Una notizia orribile ha colpito il mondo dello spettacolo lo scorso 30 gennaio: a seguito delle complicazioni dovute a una breve malattia, Catherine O’Hara ci ha lasciati all’età di 71 anni, dopo una carriera che l’ha vista ricoprire alcuni tra i ruoli più amati degli ultimi trent’anni di cinema. In base alle ultime ricostruzioni, dopo le conferme rivolte alla stampa da parte del suo agente, la star avrebbe accusato gravi problemi respiratori prima del decesso e sarebbe stata trasportata in una struttura ospedaliera ormai in condizioni critiche.

Indimenticabile madre di Kevin in “Mamma ho perso l’aereo”, l’attrice è diventata altrettanto iconica nei panni di Delia Deetz, l’artista astratta di “Beetlejuice - Spiritello porcello” comparsa di recente anche nel sequel “Beetlejuice Beetlejuice”. Non meno impatto ha avuto, proprio negli ultimi anni, sul fronte televisivo: dopo aver interpretato, fra le tante apparizioni, la produttrice Patti Leight nella pluripremiata “The Studio” e la psicologa Gail nella serie post apocalittica “The Last of Us”.

A commuovere la folta schiera di colleghi e fan è stata soprattutto la dichiarazione di Macaulay Culkin - giovane protagonista in “Mamma ho perso l’aereo” - poco dopo la scomparsa dell’attrice. Condividendo un toccante post sui social, ha scritto: «Mamma. Pensavo avessimo tempo. Volevo di più. Volevo sedermi accanto a te. Ti sento, ma avevo così tanto ancora da dirti. Ti voglio bene. Ci rivedremo».

Alcuni, probabilmente, non ricordano che O’Hara ha anche occupato un ruolo centrale in “Fuori Orario” di Martin Scorsese, pellicola vincitrice a Cannes per la miglior regia nel 1986. Immancabile, a questo proposito,anche un pensiero da parte del regista italoamericano, che ha affermato in una nota stampa condivisa con IndieWire: «Perdere Catherine O'Hara... mi sembra impossibile, e sono certo che lo sia anche per milioni di altre persone. Molti la conoscono per Schitt's Creek. Per molti altri sono i film di Mamma, ho perso l'aereo o Beetlejuice o le commedie di Christopher Guest. Per me, e per la maggior parte dei miei amici, è SCTV: mi basta pensare a uno dei personaggi che ha creato, come Lola Heatherton o Dusty Towne, e sto già ridendo. Catherine era un vero genio della comicità, una vera artista e una persona meravigliosa. Sono stato benedetto per aver potuto lavorare con lei in Fuori orario, e mi mancheranno la sua presenza e la sua arte. A tutti noi».

Ripensando al suo prezioso apporto nel film, anche il protagonista di “Fuori Orario”, Griffin Dunne, non ha potuto esimersi dal menzionare il lavoro condiviso con O’Hara sul set.
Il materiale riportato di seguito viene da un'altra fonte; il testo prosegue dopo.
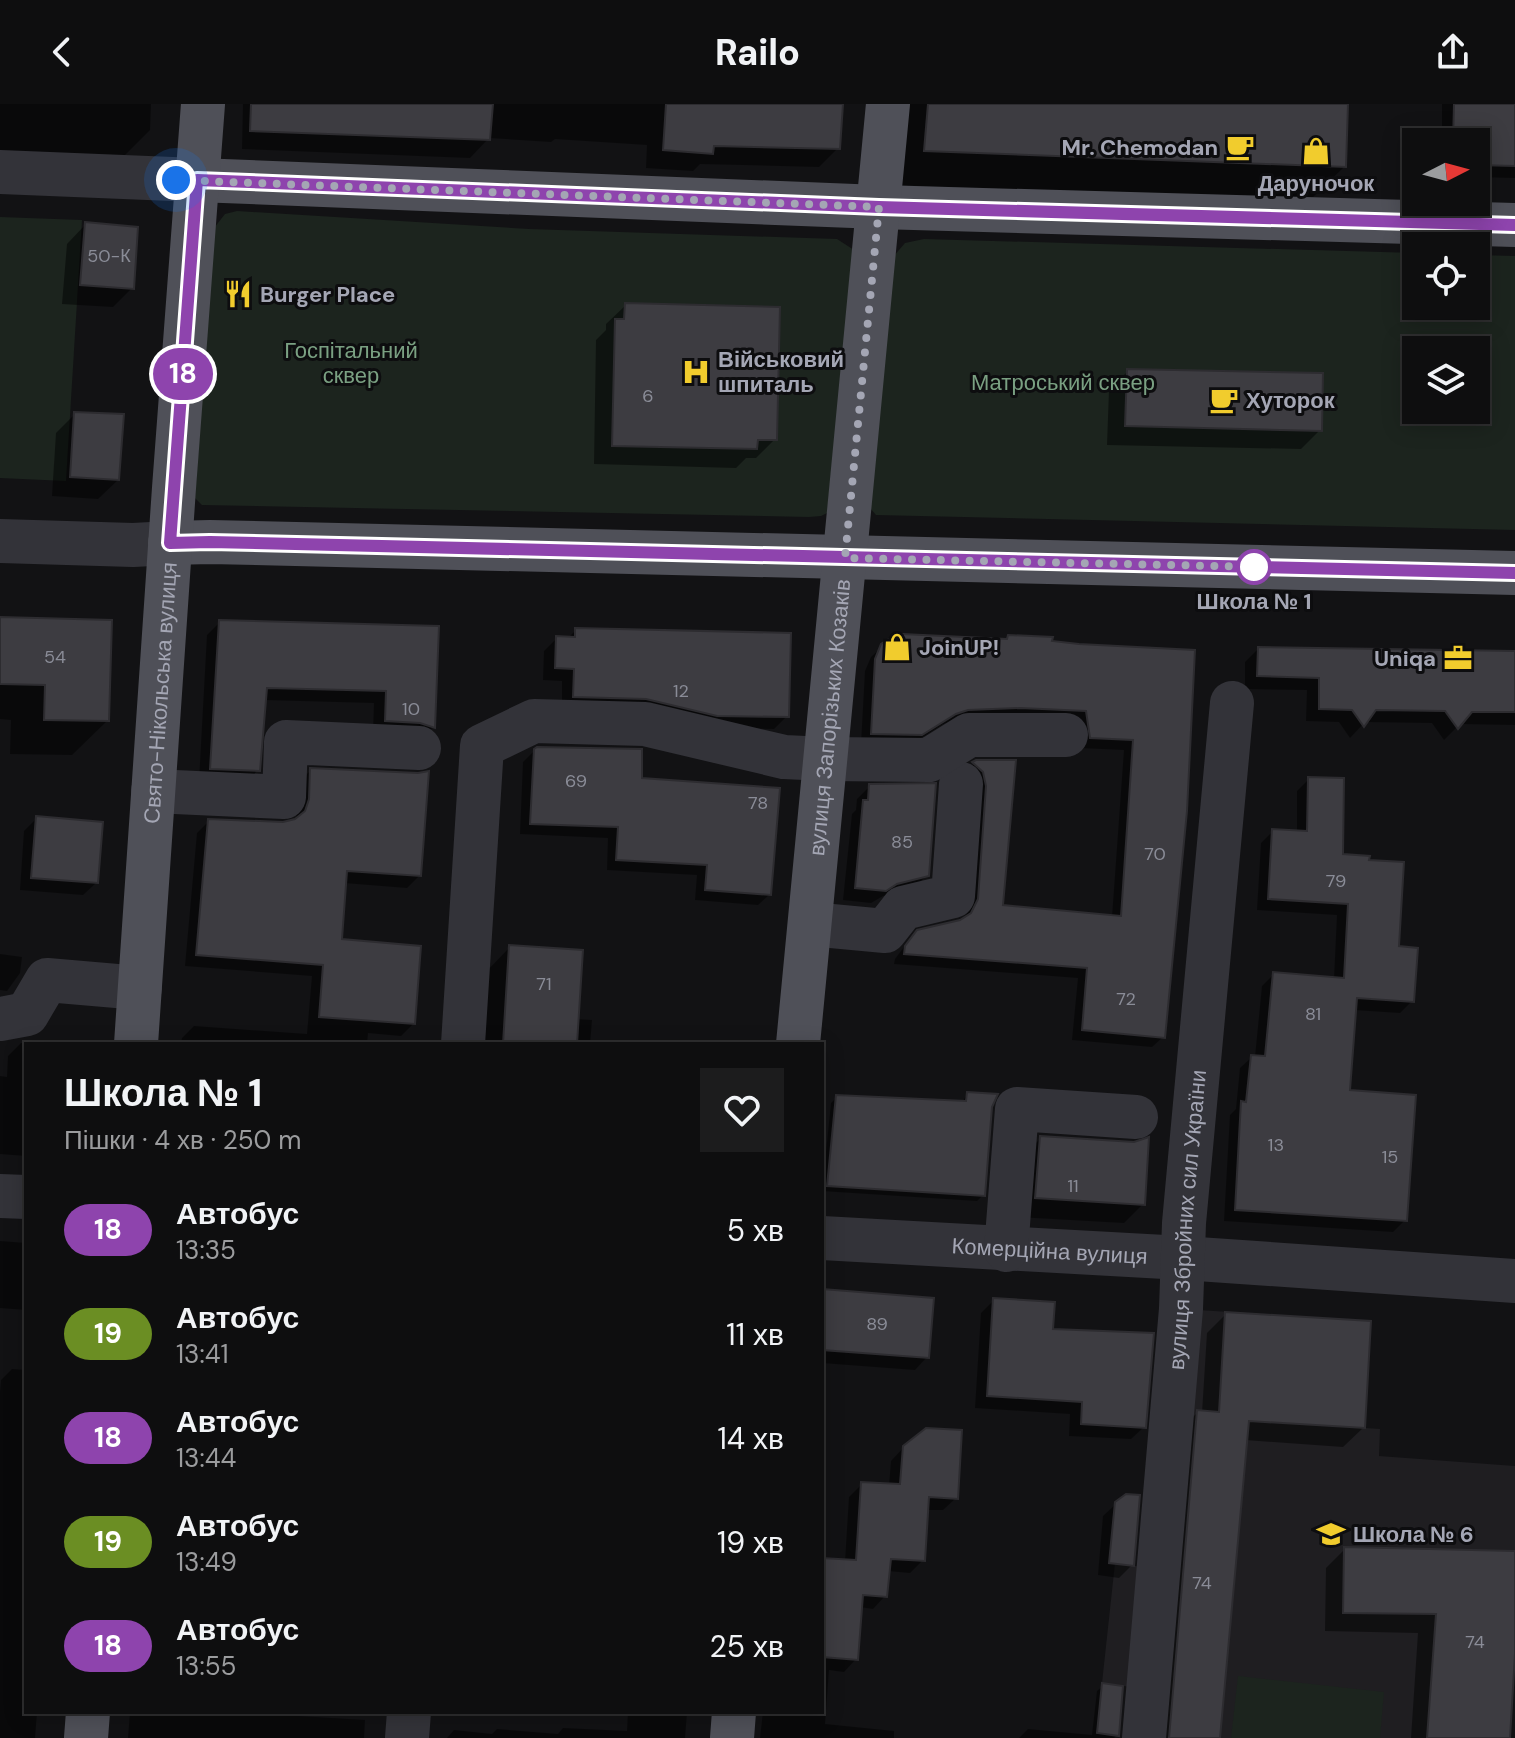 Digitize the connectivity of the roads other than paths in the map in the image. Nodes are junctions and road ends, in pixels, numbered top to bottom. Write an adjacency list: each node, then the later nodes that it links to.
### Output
1 (203, 104): 4 (main road, Свято-Нікольська вулиця)
2 (888, 104): 5 (main road, вулиця Запорізьких Козаків)
3 (0, 172): 4 (street)
4 (197, 180): 5 (main road); 8 (main road, Свято-Нікольська вулиця)
5 (879, 207): 6 (main road); 9 (main road, вулиця Запорізьких Козаків)
6 (1515, 225)
7 (0, 541): 8 (street)
8 (170, 543): 9 (main road); 16 (main road, Свято-Нікольська вулиця)
9 (845, 558): 10 (main road); 14 (main road, вулиця Запорізьких Козаків)
10 (1515, 573)
11 (1232, 703): 28 (street, вулиця Збройних сил України)
12 (1066, 735): 14 (street)
13 (419, 748): 16 (street)
14 (826, 759): 17 (main road, вулиця Запорізьких Козаків); 21 (street)
15 (961, 784): 17 (street)
16 (153, 791): 18 (main road, Свято-Нікольська вулиця)
17 (810, 924): 22 (main road, вулиця Запорізьких Козаків)
18 (140, 988): 19 (street); 20 (main road, Свято-Нікольська вулиця)
19 (0, 1019)
20 (136, 1042)
21 (463, 1042)
22 (798, 1042)
23 (1136, 1117): 27 (street)
24 (0, 1196): 25 (street)
25 (24, 1197)
26 (824, 1238): 27 (street, Комерційна вулиця)
27 (1006, 1250): 28 (street, Комерційна вулиця)
28 (1183, 1258): 29 (street, Комерційна вулиця); 36 (street, вулиця Збройних сил України)
29 (1515, 1281)
30 (88, 1714): 33 (main road)
31 (409, 1714): 34 (street)
32 (734, 1714): 35 (main road)
33 (86, 1738)
34 (407, 1738)
35 (732, 1738)
36 (1144, 1738)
Con un messaggio online, l’attore ha rivelato i dettagli di una scena particolarmente significativa, affermando: «Nel corso della mia fortunata e fin troppo lunga carriera sui set cinematografici, il momento più divertente che abbia mai vissuto è stato girare la scena del telefono con Catherine. Eravamo così immersi nel momento che avremmo potuto rifarla cento volte senza mai stancarci. La prima volta che sono andato a Toronto mi ha portato in giro a conoscere sua sorella Margaret, una cantautrice con una voce meravigliosa, e abbiamo giocato a biliardo, bevuto birra e riso con i suoi amici esilaranti. Mi ha portato al CNE, una fiera che i locali chiamano l’Ex, con giostre e cibo, ma c'era anche una roulotte dove si poteva pagare per vedere un uomo che pesava oltre 450 kg».

E, continuando il racconto, con il ricordo ancora vivido del suo animo puro, ha aggiunto: «Dissi a Catherine che avremmo dovuto andarci, ma lei non voleva e mi disse che, se ci fossi andato, non mi sarebbe piaciuto né quello che avrei visto né me stesso dopo. Ci andai lo stesso ed è stata l'esibizione più crudele dell'umanità che abbia mai visto, e me ne andai dopo pochi secondi. Avevi ragione, le dissi. Avrei voluto non andarci. Catherine aveva un cuore gioioso e aperto e un dono nel saper attirare e circondarsi di persone che vivevano la vita allo stesso modo. Ne ha persino sposata una. Conoscevo Bo Welch anni prima di incontrare Catherine, quando era lo scenografo di un film che ho co-prodotto. Non ho mai conosciuto una coppia che avesse più senso di loro. Brillavano in compagnia l'uno dell'altra. Il mio cuore spezzato va a lui e ai loro figli, Matthew e Luke».